> _WHAT TO PRODUCE_: Your task is to return all of the entries below exactly, leaving out each picture.

> _DATA FOR PROCESSING_:
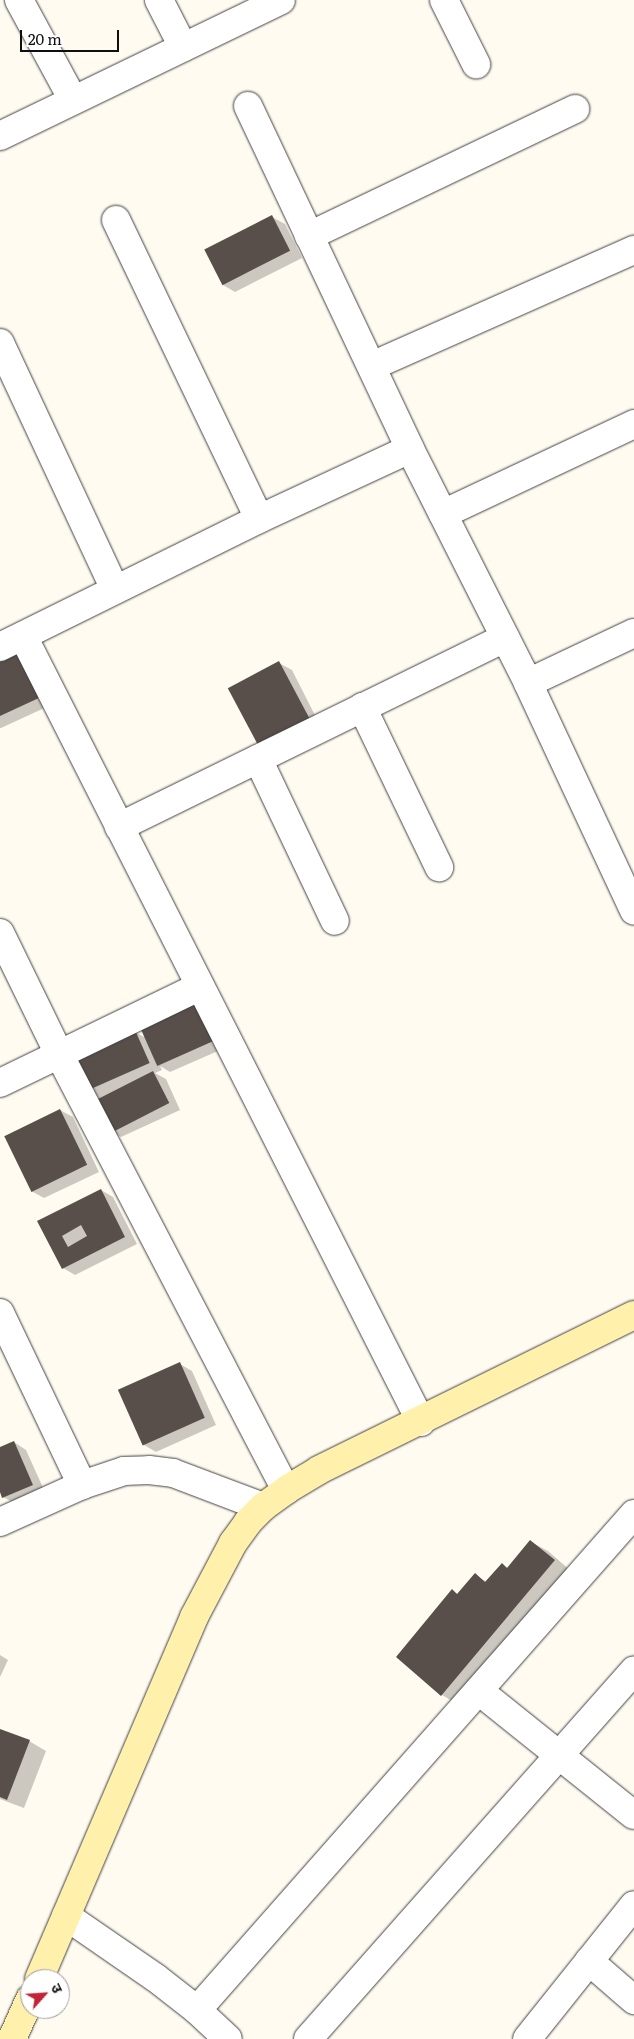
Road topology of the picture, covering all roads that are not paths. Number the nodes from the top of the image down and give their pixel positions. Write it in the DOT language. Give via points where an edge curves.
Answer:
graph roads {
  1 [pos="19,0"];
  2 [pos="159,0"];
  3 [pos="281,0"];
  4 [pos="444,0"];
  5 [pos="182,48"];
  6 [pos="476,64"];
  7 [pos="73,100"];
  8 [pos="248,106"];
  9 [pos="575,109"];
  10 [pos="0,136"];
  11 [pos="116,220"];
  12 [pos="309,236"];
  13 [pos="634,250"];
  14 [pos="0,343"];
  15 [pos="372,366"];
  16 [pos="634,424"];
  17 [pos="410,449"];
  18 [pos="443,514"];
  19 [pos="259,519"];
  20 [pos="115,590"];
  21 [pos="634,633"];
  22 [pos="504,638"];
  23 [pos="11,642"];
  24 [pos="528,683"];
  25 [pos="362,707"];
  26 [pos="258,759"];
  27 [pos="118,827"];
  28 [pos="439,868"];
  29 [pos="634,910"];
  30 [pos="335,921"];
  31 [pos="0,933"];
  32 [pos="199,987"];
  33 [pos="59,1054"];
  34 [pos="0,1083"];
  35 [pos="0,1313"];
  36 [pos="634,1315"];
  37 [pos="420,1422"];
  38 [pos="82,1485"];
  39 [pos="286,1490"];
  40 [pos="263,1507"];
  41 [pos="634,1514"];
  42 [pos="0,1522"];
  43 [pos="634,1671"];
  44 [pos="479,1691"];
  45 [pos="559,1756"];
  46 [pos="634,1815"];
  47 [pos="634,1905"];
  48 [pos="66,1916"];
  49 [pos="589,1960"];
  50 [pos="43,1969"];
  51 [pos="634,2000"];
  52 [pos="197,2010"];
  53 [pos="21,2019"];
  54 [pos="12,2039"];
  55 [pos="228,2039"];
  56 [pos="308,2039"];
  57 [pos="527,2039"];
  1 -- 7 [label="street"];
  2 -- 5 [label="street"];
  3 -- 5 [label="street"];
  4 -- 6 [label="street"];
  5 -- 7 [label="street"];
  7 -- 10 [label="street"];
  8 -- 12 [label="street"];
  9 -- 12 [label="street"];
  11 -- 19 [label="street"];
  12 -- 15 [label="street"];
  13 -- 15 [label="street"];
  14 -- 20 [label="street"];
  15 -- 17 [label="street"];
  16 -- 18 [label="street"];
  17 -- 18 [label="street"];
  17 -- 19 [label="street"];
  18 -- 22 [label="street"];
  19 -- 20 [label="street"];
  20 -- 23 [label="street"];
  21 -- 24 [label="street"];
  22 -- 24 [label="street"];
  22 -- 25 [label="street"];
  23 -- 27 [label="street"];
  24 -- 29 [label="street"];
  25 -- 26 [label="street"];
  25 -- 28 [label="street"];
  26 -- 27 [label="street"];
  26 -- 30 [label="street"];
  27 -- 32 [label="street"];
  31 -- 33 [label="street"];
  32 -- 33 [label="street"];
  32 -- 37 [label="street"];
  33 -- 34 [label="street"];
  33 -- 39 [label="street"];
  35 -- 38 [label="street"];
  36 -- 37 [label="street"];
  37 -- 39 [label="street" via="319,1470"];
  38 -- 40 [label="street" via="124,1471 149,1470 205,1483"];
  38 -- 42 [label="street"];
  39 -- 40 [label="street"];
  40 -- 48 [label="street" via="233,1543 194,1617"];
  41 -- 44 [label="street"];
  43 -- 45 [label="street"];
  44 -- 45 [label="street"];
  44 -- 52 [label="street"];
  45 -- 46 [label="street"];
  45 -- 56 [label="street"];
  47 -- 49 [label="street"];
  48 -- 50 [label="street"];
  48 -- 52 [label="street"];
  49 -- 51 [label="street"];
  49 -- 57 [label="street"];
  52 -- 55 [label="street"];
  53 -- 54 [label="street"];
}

> _OUTPUT FOR THIS TASK_:
Road topology of the picture, covering all roads that are not paths. Number the nodes from the top of the image down and give their pixel positions. Write it in the DOT language. Give via points where an edge curves.
Answer:
graph roads {
  1 [pos="19,0"];
  2 [pos="159,0"];
  3 [pos="281,0"];
  4 [pos="444,0"];
  5 [pos="182,48"];
  6 [pos="476,64"];
  7 [pos="73,100"];
  8 [pos="248,106"];
  9 [pos="575,109"];
  10 [pos="0,136"];
  11 [pos="116,220"];
  12 [pos="309,236"];
  13 [pos="634,250"];
  14 [pos="0,343"];
  15 [pos="372,366"];
  16 [pos="634,424"];
  17 [pos="410,449"];
  18 [pos="443,514"];
  19 [pos="259,519"];
  20 [pos="115,590"];
  21 [pos="634,633"];
  22 [pos="504,638"];
  23 [pos="11,642"];
  24 [pos="528,683"];
  25 [pos="362,707"];
  26 [pos="258,759"];
  27 [pos="118,827"];
  28 [pos="439,868"];
  29 [pos="634,910"];
  30 [pos="335,921"];
  31 [pos="0,933"];
  32 [pos="199,987"];
  33 [pos="59,1054"];
  34 [pos="0,1083"];
  35 [pos="0,1313"];
  36 [pos="634,1315"];
  37 [pos="420,1422"];
  38 [pos="82,1485"];
  39 [pos="286,1490"];
  40 [pos="263,1507"];
  41 [pos="634,1514"];
  42 [pos="0,1522"];
  43 [pos="634,1671"];
  44 [pos="479,1691"];
  45 [pos="559,1756"];
  46 [pos="634,1815"];
  47 [pos="634,1905"];
  48 [pos="66,1916"];
  49 [pos="589,1960"];
  50 [pos="43,1969"];
  51 [pos="634,2000"];
  52 [pos="197,2010"];
  53 [pos="21,2019"];
  54 [pos="12,2039"];
  55 [pos="228,2039"];
  56 [pos="308,2039"];
  57 [pos="527,2039"];
  1 -- 7 [label="street"];
  2 -- 5 [label="street"];
  3 -- 5 [label="street"];
  4 -- 6 [label="street"];
  5 -- 7 [label="street"];
  7 -- 10 [label="street"];
  8 -- 12 [label="street"];
  9 -- 12 [label="street"];
  11 -- 19 [label="street"];
  12 -- 15 [label="street"];
  13 -- 15 [label="street"];
  14 -- 20 [label="street"];
  15 -- 17 [label="street"];
  16 -- 18 [label="street"];
  17 -- 18 [label="street"];
  17 -- 19 [label="street"];
  18 -- 22 [label="street"];
  19 -- 20 [label="street"];
  20 -- 23 [label="street"];
  21 -- 24 [label="street"];
  22 -- 24 [label="street"];
  22 -- 25 [label="street"];
  23 -- 27 [label="street"];
  24 -- 29 [label="street"];
  25 -- 26 [label="street"];
  25 -- 28 [label="street"];
  26 -- 27 [label="street"];
  26 -- 30 [label="street"];
  27 -- 32 [label="street"];
  31 -- 33 [label="street"];
  32 -- 33 [label="street"];
  32 -- 37 [label="street"];
  33 -- 34 [label="street"];
  33 -- 39 [label="street"];
  35 -- 38 [label="street"];
  36 -- 37 [label="street"];
  37 -- 39 [label="street" via="319,1470"];
  38 -- 40 [label="street" via="124,1471 149,1470 205,1483"];
  38 -- 42 [label="street"];
  39 -- 40 [label="street"];
  40 -- 48 [label="street" via="233,1543 194,1617"];
  41 -- 44 [label="street"];
  43 -- 45 [label="street"];
  44 -- 45 [label="street"];
  44 -- 52 [label="street"];
  45 -- 46 [label="street"];
  45 -- 56 [label="street"];
  47 -- 49 [label="street"];
  48 -- 50 [label="street"];
  48 -- 52 [label="street"];
  49 -- 51 [label="street"];
  49 -- 57 [label="street"];
  52 -- 55 [label="street"];
  53 -- 54 [label="street"];
}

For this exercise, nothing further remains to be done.